● **Work to complete**
Return each line of the listing exactly as written.

● **Input for this task**
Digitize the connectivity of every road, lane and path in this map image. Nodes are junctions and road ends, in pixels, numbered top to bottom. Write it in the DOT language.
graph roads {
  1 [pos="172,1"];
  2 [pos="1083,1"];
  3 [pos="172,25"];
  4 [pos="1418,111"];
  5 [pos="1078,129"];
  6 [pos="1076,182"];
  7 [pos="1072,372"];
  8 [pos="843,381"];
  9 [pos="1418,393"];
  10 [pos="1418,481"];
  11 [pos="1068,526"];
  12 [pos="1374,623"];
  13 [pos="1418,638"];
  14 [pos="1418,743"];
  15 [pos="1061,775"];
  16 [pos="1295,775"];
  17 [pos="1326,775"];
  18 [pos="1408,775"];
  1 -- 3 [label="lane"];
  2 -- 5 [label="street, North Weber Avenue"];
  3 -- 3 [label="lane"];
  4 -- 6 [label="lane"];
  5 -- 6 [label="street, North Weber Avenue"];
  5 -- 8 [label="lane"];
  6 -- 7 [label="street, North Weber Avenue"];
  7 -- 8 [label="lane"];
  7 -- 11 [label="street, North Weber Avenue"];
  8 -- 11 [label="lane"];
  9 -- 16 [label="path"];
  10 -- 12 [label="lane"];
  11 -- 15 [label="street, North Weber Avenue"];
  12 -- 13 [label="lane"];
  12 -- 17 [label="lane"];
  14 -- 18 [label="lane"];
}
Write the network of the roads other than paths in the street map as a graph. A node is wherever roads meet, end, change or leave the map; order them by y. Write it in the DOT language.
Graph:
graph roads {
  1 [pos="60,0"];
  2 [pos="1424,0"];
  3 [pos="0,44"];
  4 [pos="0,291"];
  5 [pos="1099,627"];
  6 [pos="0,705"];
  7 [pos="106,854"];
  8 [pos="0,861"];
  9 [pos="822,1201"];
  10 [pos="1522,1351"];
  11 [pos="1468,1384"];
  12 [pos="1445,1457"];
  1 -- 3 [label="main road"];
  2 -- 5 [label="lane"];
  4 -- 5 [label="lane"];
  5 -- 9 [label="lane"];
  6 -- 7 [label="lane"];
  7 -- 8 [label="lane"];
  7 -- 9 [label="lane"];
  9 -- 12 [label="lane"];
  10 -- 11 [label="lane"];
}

● **The answer**
Digitize the connectivity of every road, lane and path in this map image. Nodes are junctions and road ends, in pixels, numbered top to bottom. Write it in the DOT language.
graph roads {
  1 [pos="172,1"];
  2 [pos="1083,1"];
  3 [pos="172,25"];
  4 [pos="1418,111"];
  5 [pos="1078,129"];
  6 [pos="1076,182"];
  7 [pos="1072,372"];
  8 [pos="843,381"];
  9 [pos="1418,393"];
  10 [pos="1418,481"];
  11 [pos="1068,526"];
  12 [pos="1374,623"];
  13 [pos="1418,638"];
  14 [pos="1418,743"];
  15 [pos="1061,775"];
  16 [pos="1295,775"];
  17 [pos="1326,775"];
  18 [pos="1408,775"];
  1 -- 3 [label="lane"];
  2 -- 5 [label="street, North Weber Avenue"];
  3 -- 3 [label="lane"];
  4 -- 6 [label="lane"];
  5 -- 6 [label="street, North Weber Avenue"];
  5 -- 8 [label="lane"];
  6 -- 7 [label="street, North Weber Avenue"];
  7 -- 8 [label="lane"];
  7 -- 11 [label="street, North Weber Avenue"];
  8 -- 11 [label="lane"];
  9 -- 16 [label="path"];
  10 -- 12 [label="lane"];
  11 -- 15 [label="street, North Weber Avenue"];
  12 -- 13 [label="lane"];
  12 -- 17 [label="lane"];
  14 -- 18 [label="lane"];
}
Write the network of the roads other than paths in the street map as a graph. A node is wherever roads meet, end, change or leave the map; order them by y. Write it in the DOT language.
Graph:
graph roads {
  1 [pos="60,0"];
  2 [pos="1424,0"];
  3 [pos="0,44"];
  4 [pos="0,291"];
  5 [pos="1099,627"];
  6 [pos="0,705"];
  7 [pos="106,854"];
  8 [pos="0,861"];
  9 [pos="822,1201"];
  10 [pos="1522,1351"];
  11 [pos="1468,1384"];
  12 [pos="1445,1457"];
  1 -- 3 [label="main road"];
  2 -- 5 [label="lane"];
  4 -- 5 [label="lane"];
  5 -- 9 [label="lane"];
  6 -- 7 [label="lane"];
  7 -- 8 [label="lane"];
  7 -- 9 [label="lane"];
  9 -- 12 [label="lane"];
  10 -- 11 [label="lane"];
}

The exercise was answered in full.